Drop every image, then reproduce the data exactly as given.

┌──

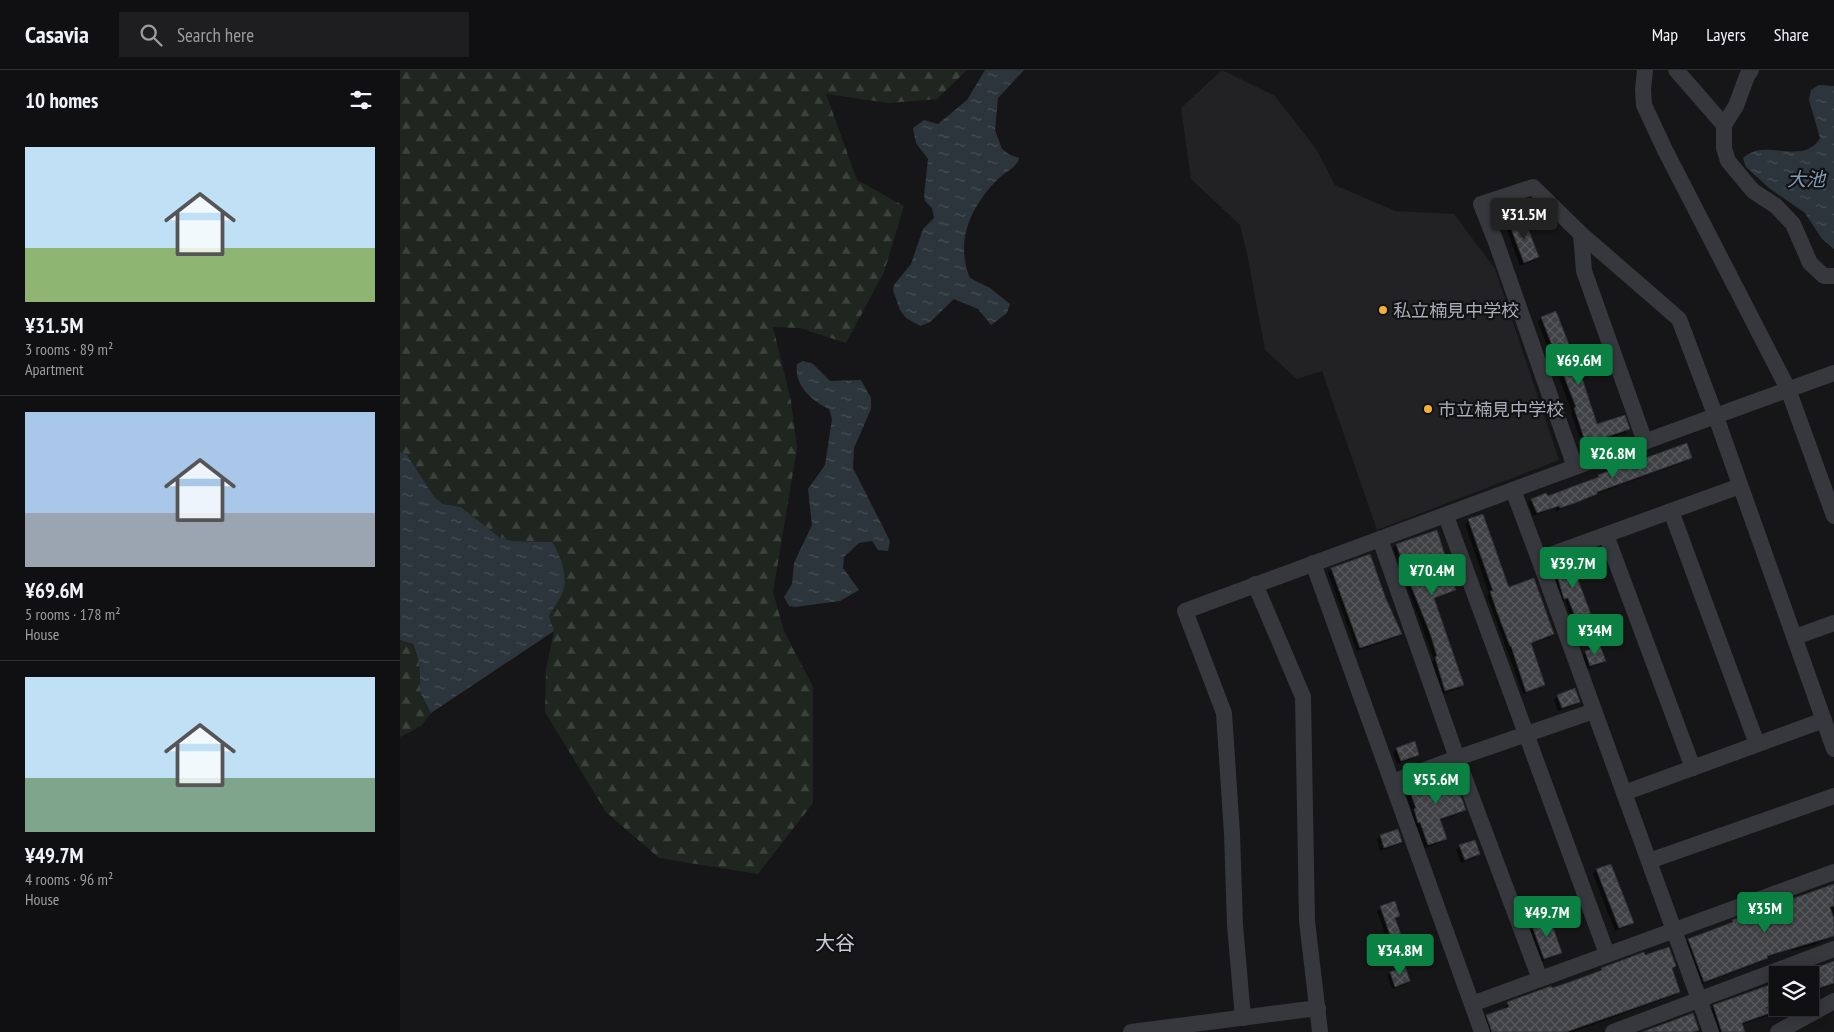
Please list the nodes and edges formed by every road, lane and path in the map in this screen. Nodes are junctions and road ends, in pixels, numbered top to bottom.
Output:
1 (1645, 70) edge
2 (1676, 70) edge
3 (1751, 70) edge
4 (1724, 125) junction
5 (1581, 234) junction
6 (1834, 276) edge
7 (1834, 373) edge
8 (1788, 389) junction
9 (1716, 417) junction
10 (1645, 442) junction
11 (1575, 467) junction
12 (1740, 486) junction
13 (1512, 490) junction
14 (1671, 510) junction
15 (1446, 516) junction
16 (1834, 516) edge
17 (1606, 535) junction
18 (1380, 539) junction
19 (1539, 559) junction
20 (1313, 563) junction
21 (1255, 584) junction
22 (1834, 623) edge
23 (1795, 637) junction
24 (1594, 711) junction
25 (1824, 720) junction
26 (1526, 735) junction
27 (1757, 744) junction
28 (1834, 749) edge
29 (1457, 758) junction
30 (1692, 768) junction
31 (1392, 782) junction
32 (1624, 793) junction
33 (1834, 796) edge
34 (1648, 861) junction
35 (1834, 872) edge
36 (1673, 930) junction
37 (1834, 949) edge
38 (1607, 954) junction
39 (1540, 978) junction
40 (1699, 999) junction
41 (1834, 1001) edge
42 (1472, 1004) junction
43 (1318, 1008) junction
44 (1243, 1018) junction
45 (1168, 1030) edge
46 (1131, 1032) edge
47 (1320, 1032) edge
48 (1482, 1032) edge
49 (1613, 1032) edge
50 (1711, 1032) edge
51 (1778, 1032) edge

1 - 8 street
2 - 4 street
3 - 4 street
4 - 6 street
5 - 9 street
5 - 10 street
5 - 11 street
7 - 8 street
8 - 9 street
8 - 16 street
9 - 10 street
9 - 12 street
10 - 11 street
11 - 13 street
12 - 14 street
12 - 23 street
13 - 15 street
13 - 19 street
14 - 17 street
14 - 27 street
15 - 18 street
15 - 26 street
17 - 19 street
17 - 30 street
18 - 20 street
18 - 29 street
19 - 24 street
20 - 21 street
20 - 31 street
21 - 43 street
21 - 44 street
22 - 23 street
23 - 25 street
24 - 26 street
24 - 32 street
25 - 27 street
25 - 28 street
26 - 29 street
26 - 38 street
27 - 30 street
29 - 31 street
29 - 39 street
30 - 32 street
31 - 42 street
32 - 34 street
33 - 34 street
34 - 36 street
35 - 36 street
36 - 38 street
36 - 40 street
37 - 40 street
38 - 39 street
39 - 42 street
40 - 49 street
40 - 50 street
41 - 51 street
42 - 48 street
43 - 44 street
43 - 47 street
44 - 45 street
45 - 46 street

└──

**Task response**
Please list the nodes and edges formed by every road, lane and path in the map in this screen. Nodes are junctions and road ends, in pixels, numbered top to bottom.
Output:
1 (1645, 70) edge
2 (1676, 70) edge
3 (1751, 70) edge
4 (1724, 125) junction
5 (1581, 234) junction
6 (1834, 276) edge
7 (1834, 373) edge
8 (1788, 389) junction
9 (1716, 417) junction
10 (1645, 442) junction
11 (1575, 467) junction
12 (1740, 486) junction
13 (1512, 490) junction
14 (1671, 510) junction
15 (1446, 516) junction
16 (1834, 516) edge
17 (1606, 535) junction
18 (1380, 539) junction
19 (1539, 559) junction
20 (1313, 563) junction
21 (1255, 584) junction
22 (1834, 623) edge
23 (1795, 637) junction
24 (1594, 711) junction
25 (1824, 720) junction
26 (1526, 735) junction
27 (1757, 744) junction
28 (1834, 749) edge
29 (1457, 758) junction
30 (1692, 768) junction
31 (1392, 782) junction
32 (1624, 793) junction
33 (1834, 796) edge
34 (1648, 861) junction
35 (1834, 872) edge
36 (1673, 930) junction
37 (1834, 949) edge
38 (1607, 954) junction
39 (1540, 978) junction
40 (1699, 999) junction
41 (1834, 1001) edge
42 (1472, 1004) junction
43 (1318, 1008) junction
44 (1243, 1018) junction
45 (1168, 1030) edge
46 (1131, 1032) edge
47 (1320, 1032) edge
48 (1482, 1032) edge
49 (1613, 1032) edge
50 (1711, 1032) edge
51 (1778, 1032) edge

1 - 8 street
2 - 4 street
3 - 4 street
4 - 6 street
5 - 9 street
5 - 10 street
5 - 11 street
7 - 8 street
8 - 9 street
8 - 16 street
9 - 10 street
9 - 12 street
10 - 11 street
11 - 13 street
12 - 14 street
12 - 23 street
13 - 15 street
13 - 19 street
14 - 17 street
14 - 27 street
15 - 18 street
15 - 26 street
17 - 19 street
17 - 30 street
18 - 20 street
18 - 29 street
19 - 24 street
20 - 21 street
20 - 31 street
21 - 43 street
21 - 44 street
22 - 23 street
23 - 25 street
24 - 26 street
24 - 32 street
25 - 27 street
25 - 28 street
26 - 29 street
26 - 38 street
27 - 30 street
29 - 31 street
29 - 39 street
30 - 32 street
31 - 42 street
32 - 34 street
33 - 34 street
34 - 36 street
35 - 36 street
36 - 38 street
36 - 40 street
37 - 40 street
38 - 39 street
39 - 42 street
40 - 49 street
40 - 50 street
41 - 51 street
42 - 48 street
43 - 44 street
43 - 47 street
44 - 45 street
45 - 46 street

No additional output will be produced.